START Supplied entries

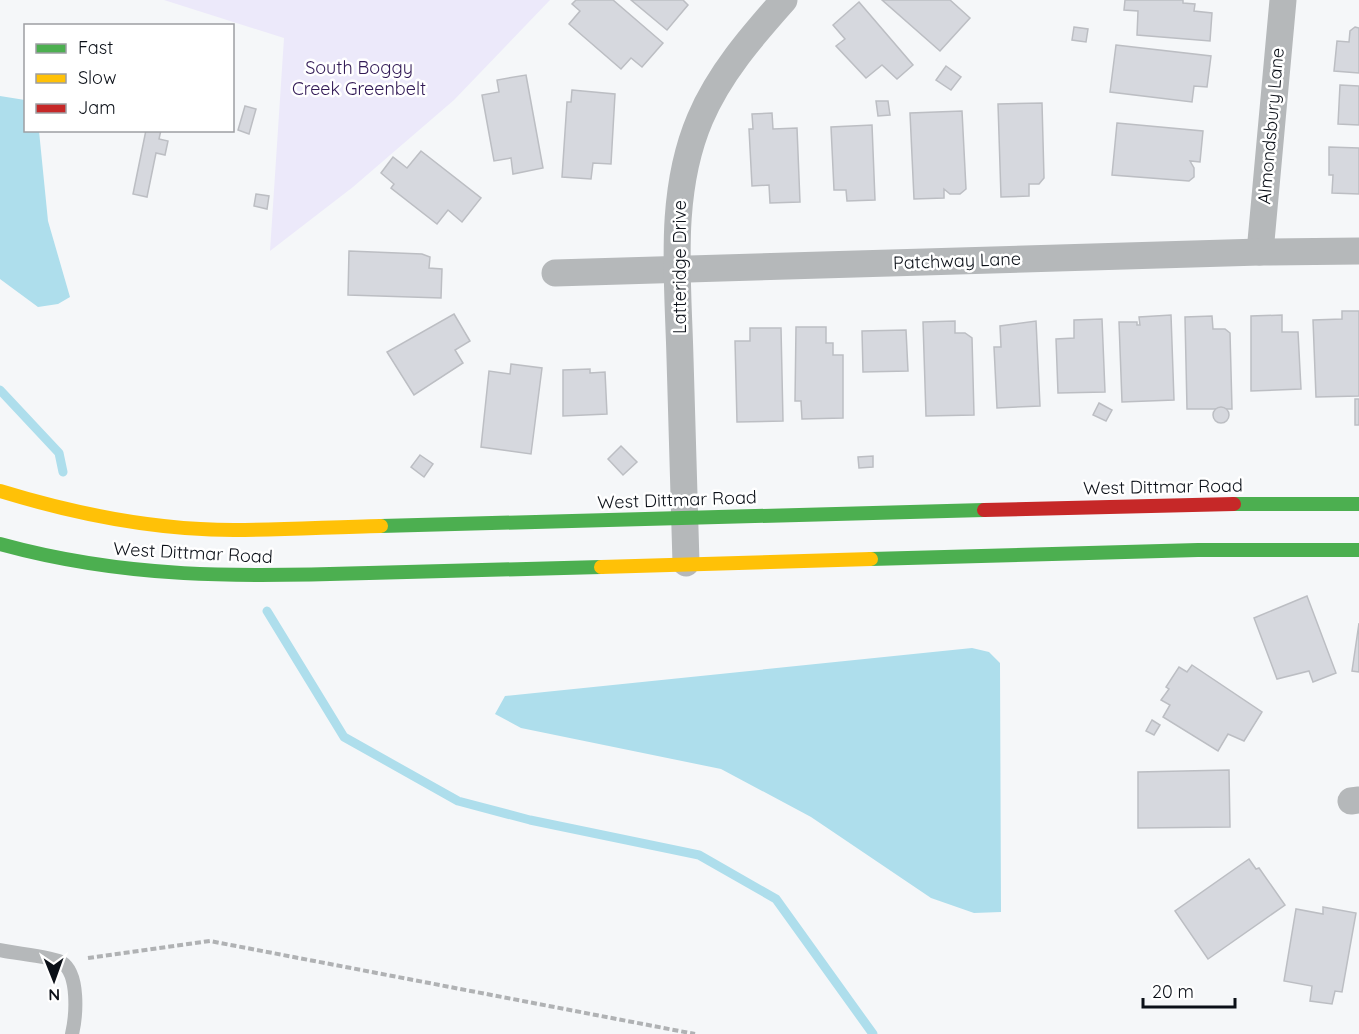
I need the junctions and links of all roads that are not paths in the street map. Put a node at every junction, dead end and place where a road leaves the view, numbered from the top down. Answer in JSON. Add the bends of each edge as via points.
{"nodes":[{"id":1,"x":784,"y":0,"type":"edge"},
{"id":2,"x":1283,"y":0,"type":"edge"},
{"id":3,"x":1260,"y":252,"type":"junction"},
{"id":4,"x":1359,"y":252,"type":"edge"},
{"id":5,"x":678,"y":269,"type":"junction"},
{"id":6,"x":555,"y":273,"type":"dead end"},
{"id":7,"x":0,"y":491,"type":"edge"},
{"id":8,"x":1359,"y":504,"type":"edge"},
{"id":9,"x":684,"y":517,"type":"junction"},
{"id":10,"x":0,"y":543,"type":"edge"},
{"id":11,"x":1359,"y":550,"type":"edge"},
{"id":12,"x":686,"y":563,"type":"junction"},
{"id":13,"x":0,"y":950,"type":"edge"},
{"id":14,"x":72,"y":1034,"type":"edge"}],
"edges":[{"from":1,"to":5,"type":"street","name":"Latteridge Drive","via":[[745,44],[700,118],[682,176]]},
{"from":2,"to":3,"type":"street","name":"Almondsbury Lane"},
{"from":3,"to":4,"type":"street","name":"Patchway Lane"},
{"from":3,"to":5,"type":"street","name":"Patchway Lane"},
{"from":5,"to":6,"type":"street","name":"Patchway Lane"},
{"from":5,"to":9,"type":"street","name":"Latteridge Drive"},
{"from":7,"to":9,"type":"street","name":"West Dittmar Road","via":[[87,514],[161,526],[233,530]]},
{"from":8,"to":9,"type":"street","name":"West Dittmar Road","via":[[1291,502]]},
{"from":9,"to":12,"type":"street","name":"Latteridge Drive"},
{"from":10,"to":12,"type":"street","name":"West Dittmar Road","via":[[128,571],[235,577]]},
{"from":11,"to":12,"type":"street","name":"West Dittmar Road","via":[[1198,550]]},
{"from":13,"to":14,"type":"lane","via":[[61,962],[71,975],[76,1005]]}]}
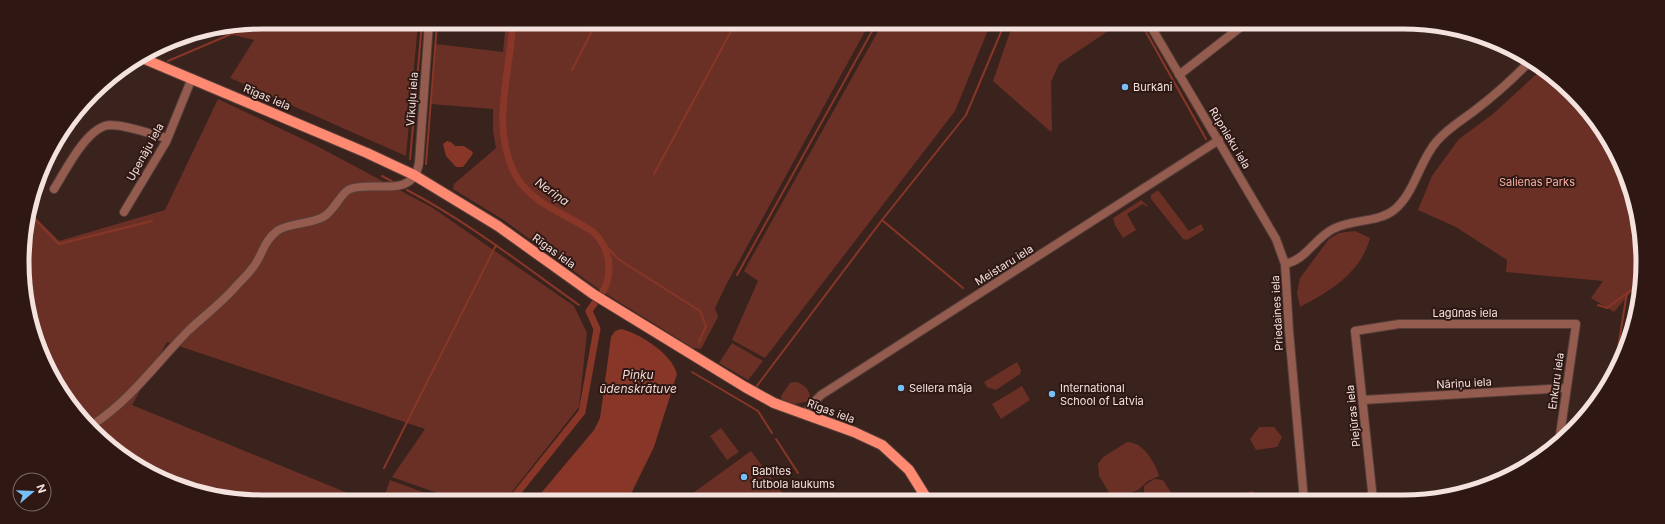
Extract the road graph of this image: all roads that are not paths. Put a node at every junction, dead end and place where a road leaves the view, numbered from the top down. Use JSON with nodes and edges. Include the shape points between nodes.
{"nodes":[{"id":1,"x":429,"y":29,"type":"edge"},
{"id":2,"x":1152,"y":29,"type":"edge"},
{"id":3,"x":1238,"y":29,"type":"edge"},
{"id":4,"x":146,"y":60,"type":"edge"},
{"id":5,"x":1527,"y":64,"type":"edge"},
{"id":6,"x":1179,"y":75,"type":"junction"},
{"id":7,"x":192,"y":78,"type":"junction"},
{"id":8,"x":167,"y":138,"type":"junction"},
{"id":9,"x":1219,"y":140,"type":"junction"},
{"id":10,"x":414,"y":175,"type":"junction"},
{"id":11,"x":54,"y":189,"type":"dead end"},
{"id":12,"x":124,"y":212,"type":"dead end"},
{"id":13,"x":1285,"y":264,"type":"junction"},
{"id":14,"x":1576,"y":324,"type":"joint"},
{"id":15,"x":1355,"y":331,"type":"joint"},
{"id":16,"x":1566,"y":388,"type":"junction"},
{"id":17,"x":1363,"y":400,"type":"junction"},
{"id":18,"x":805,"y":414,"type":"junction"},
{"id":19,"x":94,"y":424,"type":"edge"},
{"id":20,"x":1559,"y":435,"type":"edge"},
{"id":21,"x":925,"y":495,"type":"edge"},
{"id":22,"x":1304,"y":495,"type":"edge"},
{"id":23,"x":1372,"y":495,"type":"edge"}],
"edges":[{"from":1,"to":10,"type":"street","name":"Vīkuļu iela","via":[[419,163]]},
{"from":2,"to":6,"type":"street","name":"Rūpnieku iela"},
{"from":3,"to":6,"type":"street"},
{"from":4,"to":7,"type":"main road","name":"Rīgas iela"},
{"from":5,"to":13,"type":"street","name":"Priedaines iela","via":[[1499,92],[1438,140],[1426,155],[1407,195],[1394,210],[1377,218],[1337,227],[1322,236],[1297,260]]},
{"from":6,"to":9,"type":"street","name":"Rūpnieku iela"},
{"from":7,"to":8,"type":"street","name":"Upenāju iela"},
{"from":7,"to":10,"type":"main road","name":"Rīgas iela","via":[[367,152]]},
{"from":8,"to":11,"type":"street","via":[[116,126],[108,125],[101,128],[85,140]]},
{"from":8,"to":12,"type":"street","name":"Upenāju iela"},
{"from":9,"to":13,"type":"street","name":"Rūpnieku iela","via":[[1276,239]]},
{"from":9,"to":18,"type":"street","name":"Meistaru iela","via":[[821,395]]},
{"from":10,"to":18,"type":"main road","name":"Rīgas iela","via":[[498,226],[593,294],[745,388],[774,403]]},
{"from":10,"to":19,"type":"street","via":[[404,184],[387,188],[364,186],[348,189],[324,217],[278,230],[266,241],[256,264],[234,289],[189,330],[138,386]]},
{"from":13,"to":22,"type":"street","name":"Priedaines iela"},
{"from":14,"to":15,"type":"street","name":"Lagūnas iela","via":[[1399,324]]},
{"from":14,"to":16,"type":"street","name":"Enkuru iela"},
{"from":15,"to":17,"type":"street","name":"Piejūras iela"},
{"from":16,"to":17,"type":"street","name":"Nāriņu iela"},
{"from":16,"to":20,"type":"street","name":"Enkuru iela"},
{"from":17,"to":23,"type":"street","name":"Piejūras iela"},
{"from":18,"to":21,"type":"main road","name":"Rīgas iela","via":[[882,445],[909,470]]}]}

END Supplied entries

Task brief: Tally up how many lines in the preceding listing contain the word "Rūpnieku". Give nothing but the number.

Answer to the exercise: 3